Recently I had to hide my IP address using CloudFlare, but with my MX record pointed to my own domain, I can't.
I know that Mailgun can forward all the emails to user@example.com to Gmail, but I don't want that. I hope the email can be forwarded example.com's own SMTP server.
I decided to use Mailgun catch_all()
and forward("https://exmaple.com/incoming-email?key=SECRET_KEY")
, and wrote some node.js code for that.
var nodemailer = require('nodemailer');
var express = require('express');
var multer = require('multer');
var router = express.Router();
var KEY = 'SECRET_KEY';
var ADDITIONAL_HEADERS = ['timestamp', 'token', 'signature', 'mime-version'];
var transporter = nodemailer.createTransport('smtp://127.0.0.1');
var storage = multer.memoryStorage();
var upload = multer({
storage: storage
});
router.post('/', upload.any(), function (req, res, next) {
if (!req.query.key || req.query.key !== KEY) {
res.sendStatus(403);
return;
}
console.log('Incoming mail: ', req.body.From);
req.body.to = req.body.To;
req.body.cc = req.body.Cc;
req.body.from = req.body.From;
req.body.date = req.body.Date;
req.body.references = req.body.References;
req.body.replyTo = req.body['Reply-To'];
req.body.inReplyTo = req.body['In-Reply-To'];
req.body.messageId = req.body['Message-Id'];
req.body.html = req.body['body-html'];
req.body.text = req.body['body-plain'];
req.body.headers = {};
for (var key in req.body) {
if (key.toLowerCase().indexOf('X-') !== -1 ||
ADDITIONAL_HEADERS.indexOf(key.toLowerCase()) !== -1) {
req.body.headers[key] = req.body[key];
}
}
if (req.files) {
req.body.attachments = req.files;
req.body.attachments.forEach(function (attachment) {
attachment.filename = attachment.originalname;
attachment.contentType = attachment.mimetype;
attachment.content = attachment.buffer;
});
}
transporter.sendMail(req.body, function (err, info) {
if (err) {
console.log(err);
res.status(400).send(err);
return;
}
console.log(info);
res.send(info);
});
});
module.exports = router;
As you can see, the code is able to forward any incoming emails to localhost SMTP server. Using the code about, I can receive emails using user@example.com. The email received will have correct from, to, cc, subject and body and even attachments.

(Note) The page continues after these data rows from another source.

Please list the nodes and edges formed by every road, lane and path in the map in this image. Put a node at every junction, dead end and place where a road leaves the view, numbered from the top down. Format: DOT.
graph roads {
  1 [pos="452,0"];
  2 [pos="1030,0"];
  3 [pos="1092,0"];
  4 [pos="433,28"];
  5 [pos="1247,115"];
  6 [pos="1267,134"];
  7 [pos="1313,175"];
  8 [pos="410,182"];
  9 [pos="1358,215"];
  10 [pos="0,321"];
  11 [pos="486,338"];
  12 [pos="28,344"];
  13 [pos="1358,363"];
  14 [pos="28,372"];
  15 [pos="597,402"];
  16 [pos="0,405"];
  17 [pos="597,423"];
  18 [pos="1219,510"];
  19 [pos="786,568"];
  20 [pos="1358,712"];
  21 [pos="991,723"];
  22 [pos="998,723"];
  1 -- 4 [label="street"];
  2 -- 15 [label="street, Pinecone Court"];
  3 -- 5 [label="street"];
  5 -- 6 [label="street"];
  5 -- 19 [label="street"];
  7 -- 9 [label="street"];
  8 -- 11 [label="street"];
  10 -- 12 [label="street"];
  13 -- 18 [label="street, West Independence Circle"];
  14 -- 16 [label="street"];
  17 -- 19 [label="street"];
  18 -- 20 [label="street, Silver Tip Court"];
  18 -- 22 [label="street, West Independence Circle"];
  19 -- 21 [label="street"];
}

However, a day later I am forced to be unsubscribed from Arch Linux mailing lists, and a person emailed to me that:
It appears that your mail server is misconfigured and sends at least some mails it receives from our mailing lists back to the list. It also removes some headers in the process which help mailman to detect such behaviour. Since those headers are missing, mailman will send the mail out once again to everyone, leading to a never ending loop.
After I called out for help, I have also received some emails indicate that I was unable to receive any emails from mailing lists in the period.
Why could it go wrong? What are the "some headers" in the email removed in the forwarding / wrapping process? Is it Mailgun's problem or my own problem? If it's my problem, what could be added to the code above? Thanks.